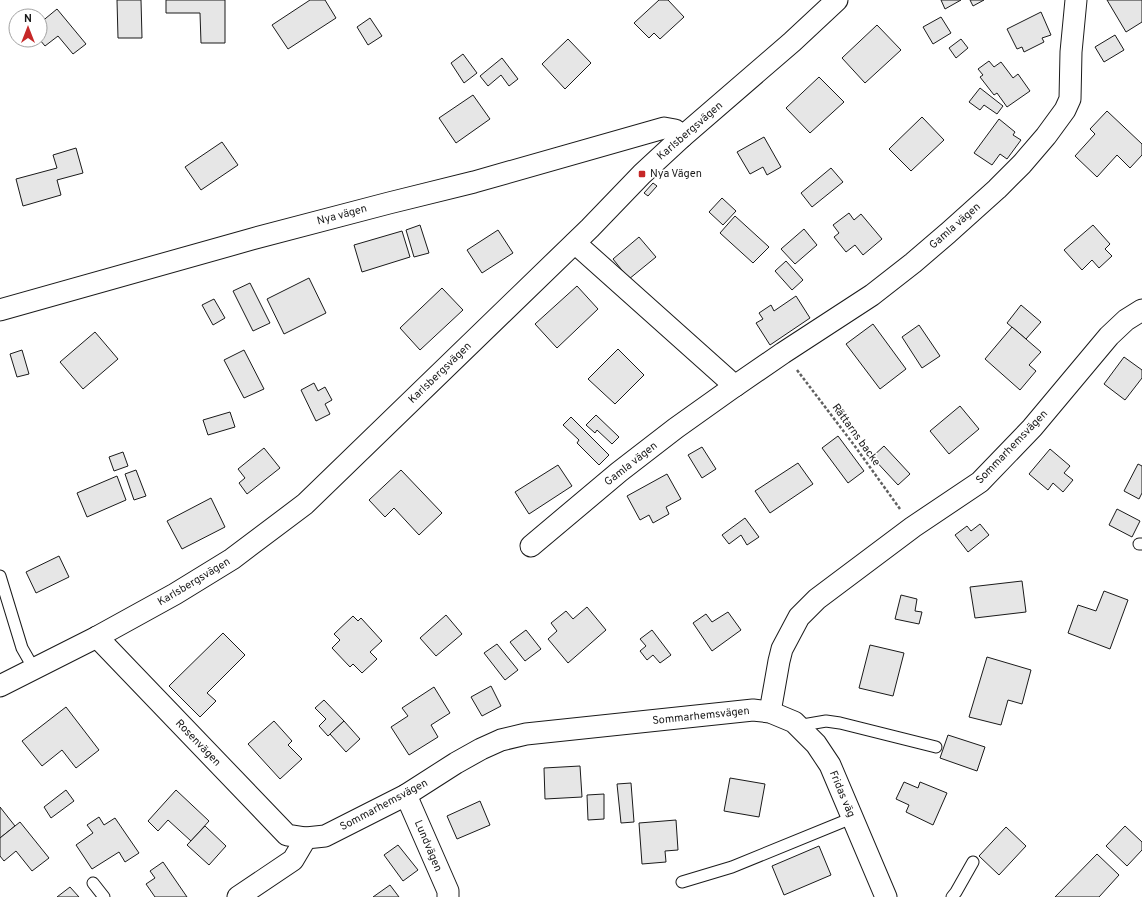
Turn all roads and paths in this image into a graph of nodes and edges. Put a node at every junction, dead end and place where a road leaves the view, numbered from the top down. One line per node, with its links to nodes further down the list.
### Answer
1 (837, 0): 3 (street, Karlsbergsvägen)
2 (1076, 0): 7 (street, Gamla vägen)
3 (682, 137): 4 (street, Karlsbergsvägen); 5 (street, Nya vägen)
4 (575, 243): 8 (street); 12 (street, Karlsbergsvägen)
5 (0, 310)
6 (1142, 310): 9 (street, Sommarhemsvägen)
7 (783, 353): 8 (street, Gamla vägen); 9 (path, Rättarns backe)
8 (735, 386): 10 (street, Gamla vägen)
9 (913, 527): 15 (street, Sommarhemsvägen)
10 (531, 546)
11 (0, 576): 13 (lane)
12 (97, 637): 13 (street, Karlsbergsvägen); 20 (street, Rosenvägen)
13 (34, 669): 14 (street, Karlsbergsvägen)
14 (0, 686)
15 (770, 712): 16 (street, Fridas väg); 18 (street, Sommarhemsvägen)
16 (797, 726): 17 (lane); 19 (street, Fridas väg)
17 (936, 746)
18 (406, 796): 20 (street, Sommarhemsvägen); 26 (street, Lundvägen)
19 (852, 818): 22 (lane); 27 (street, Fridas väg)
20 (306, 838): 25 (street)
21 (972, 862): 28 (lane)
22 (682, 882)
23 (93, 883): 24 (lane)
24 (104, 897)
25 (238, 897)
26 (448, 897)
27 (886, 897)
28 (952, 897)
——
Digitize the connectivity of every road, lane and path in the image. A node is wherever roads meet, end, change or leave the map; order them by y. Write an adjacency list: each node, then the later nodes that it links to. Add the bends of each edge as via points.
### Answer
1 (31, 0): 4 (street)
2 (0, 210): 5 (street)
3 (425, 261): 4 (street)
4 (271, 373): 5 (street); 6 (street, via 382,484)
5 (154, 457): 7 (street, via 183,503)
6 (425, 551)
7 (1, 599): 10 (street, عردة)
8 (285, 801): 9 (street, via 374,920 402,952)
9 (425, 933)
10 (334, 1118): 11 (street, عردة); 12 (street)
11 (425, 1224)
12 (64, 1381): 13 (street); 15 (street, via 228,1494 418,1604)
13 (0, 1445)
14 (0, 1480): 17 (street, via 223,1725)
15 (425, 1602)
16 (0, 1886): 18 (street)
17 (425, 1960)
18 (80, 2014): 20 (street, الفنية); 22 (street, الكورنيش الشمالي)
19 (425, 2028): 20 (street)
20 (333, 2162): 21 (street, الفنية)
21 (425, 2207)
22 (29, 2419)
——
• _Problem to work on_:
Find every line above where the word "list" occurs, and copy that line.

• _Solution for this problem_:
Turn all roads and paths in this image into a graph of nodes and edges. Put a node at every junction, dead end and place where a road leaves the view, numbered from the top down. One line per node, with its links to nodes further down the list.
Digitize the connectivity of every road, lane and path in the image. A node is wherever roads meet, end, change or leave the map; order them by y. Write an adjacency list: each node, then the later nodes that it links to. Add the bends of each edge as via points.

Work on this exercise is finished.